Numerical instability FFTW <> Matlab

Question

I am trying to numerically solve the Swift-Hohenberg equation http://en.wikipedia.org/wiki/Swift%E2%80%93Hohenberg_equation using a pseudo-spectral scheme, where the linear terms are treated implicitly in Fourier space, while the nonlinearity is evaluated in real space. A simple Euler scheme is used for the time integration.
My problem is that the Matlab code I have come up with works perfectly, while the C++ code, which relies on FFTW for the Fourier transforms, becomes unstable and diverges after a couple thousand time steps. I have tracked it down to the way the nonlinear term is treated (see the comments in the C++ code). If I use only the real part of Phi, the instability occurs.
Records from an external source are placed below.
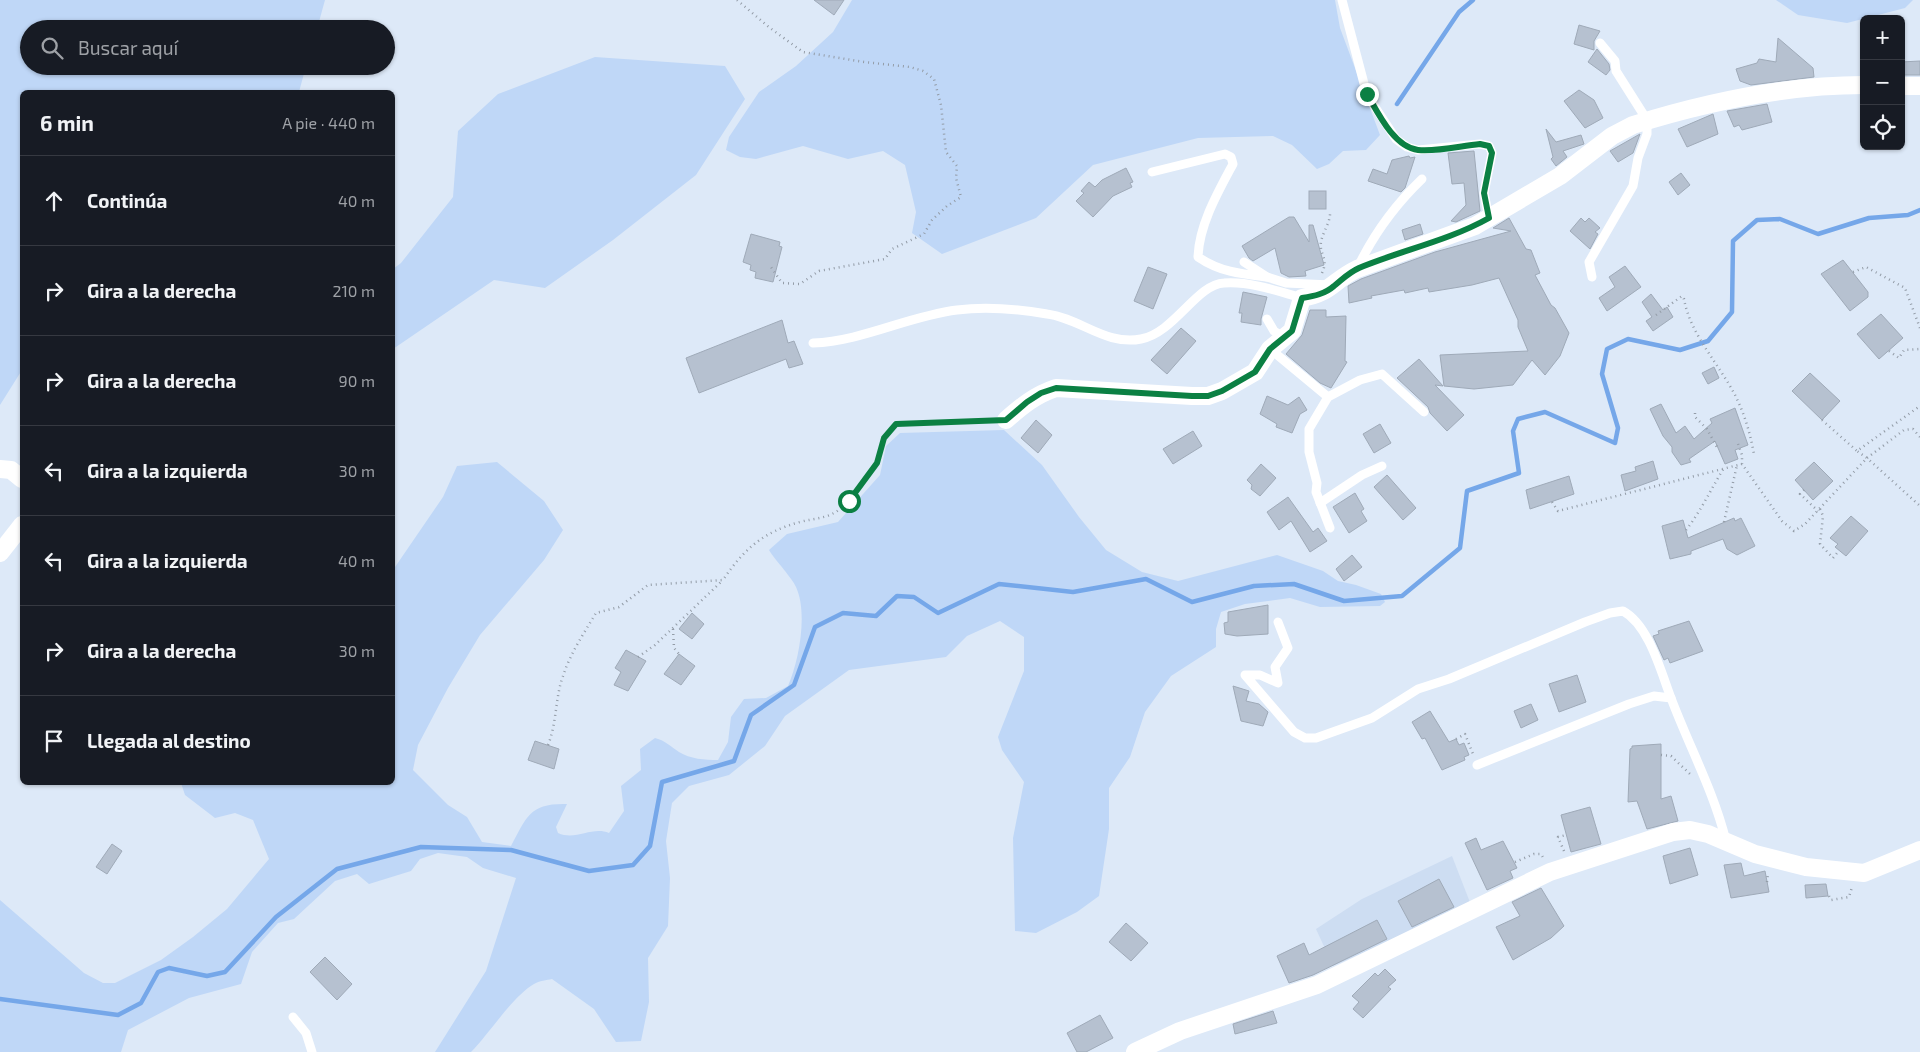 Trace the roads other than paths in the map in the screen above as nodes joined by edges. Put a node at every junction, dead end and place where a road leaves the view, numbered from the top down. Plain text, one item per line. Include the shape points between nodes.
1 (1342, 0) edge
2 (1600, 43) dead end
3 (1860, 85) edge
4 (1905, 86) edge
5 (1920, 86) edge
6 (1647, 120) junction
7 (1152, 172) dead end
8 (1422, 179) dead end
9 (1489, 218) junction
10 (1244, 262) dead end
11 (1357, 269) junction
12 (1267, 277) junction
13 (1592, 277) dead end
14 (1336, 285) junction
15 (1302, 298) junction
16 (1267, 319) dead end
17 (1284, 337) junction
18 (813, 343) dead end
19 (1270, 349) junction
20 (1328, 397) junction
21 (1424, 412) dead end
22 (1006, 420) road end
23 (1382, 466) dead end
24 (0, 470) edge
25 (20, 477) edge
26 (1320, 503) junction
27 (20, 528) edge
28 (1330, 528) dead end
29 (0, 553) edge
30 (1278, 622) dead end
31 (1671, 698) junction
32 (1477, 765) road end
33 (1726, 841) junction
34 (1920, 850) edge
35 (293, 1017) dead end
36 (312, 1052) edge
37 (1135, 1052) edge

1 - 9 lane via 1367,94 1396,139 1418,150 1480,144 1489,146 1492,153 1484,193
2 - 6 lane via 1615,61 1616,71
3 - 6 street via 1819,85 1772,92
4 - 5 street
6 - 9 street via 1612,136 1560,176
6 - 13 lane via 1647,134 1633,186 1589,262
7 - 12 lane via 1225,154 1231,157 1233,164 1215,198 1199,244 1198,257 1232,274
8 - 11 lane via 1367,248
9 - 11 street via 1436,242 1398,252
10 - 12 lane
11 - 14 street
12 - 14 lane via 1286,283
14 - 15 street via 1320,295
15 - 17 street via 1292,331
15 - 18 lane via 1222,282 1193,301 1177,319 1156,334 1131,340 1100,334 1051,314 993,309 957,310 836,342
16 - 17 lane via 1274,331
17 - 19 street
19 - 20 lane
19 - 22 street via 1255,372 1208,396 1056,388 1041,393
20 - 21 lane via 1360,380 1382,374
20 - 26 lane via 1309,429 1309,452
23 - 26 lane via 1362,474
24 - 25 street via 11,470
26 - 28 lane
27 - 29 street
30 - 31 lane via 1288,648 1276,662 1278,683 1260,675 1245,675 1282,720 1305,738 1316,738 1372,718 1418,689 1585,622 1623,611 1636,620 1651,646
31 - 32 lane via 1654,696 1629,704
31 - 33 lane via 1718,809
33 - 34 street via 1755,854 1856,873 1864,873
33 - 37 street via 1690,830 1673,832 1561,868 1318,985 1180,1031
35 - 36 lane via 306,1033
However, Phi should only have a negligible imaginary part due to numerical rounding errors, and Matlab is doing something similar, keeping Phi purely real. The Matlab code also runs fine under Octave. The initial condition can be something like
R=0.02*(rand(256,256)-0.5);
in Matlab (small amplitude fluctuations).

TLDR;

Why do these pieces of code do different things? Specifically, how can I make the C++ code work the same way the Matlab version does?

Edit 1:

For completeness, I have added the code using the R2C/C2R functions provided by FFTW. See http://fftw.org/fftw3_doc/Multi_002dDimensional-DFTs-of-Real-Data.html for details (I hope I got the data layout right). This code always shows the instability after about 3100 time steps. If I reduce dt to e.g. 0.01, it occurs 10 times later.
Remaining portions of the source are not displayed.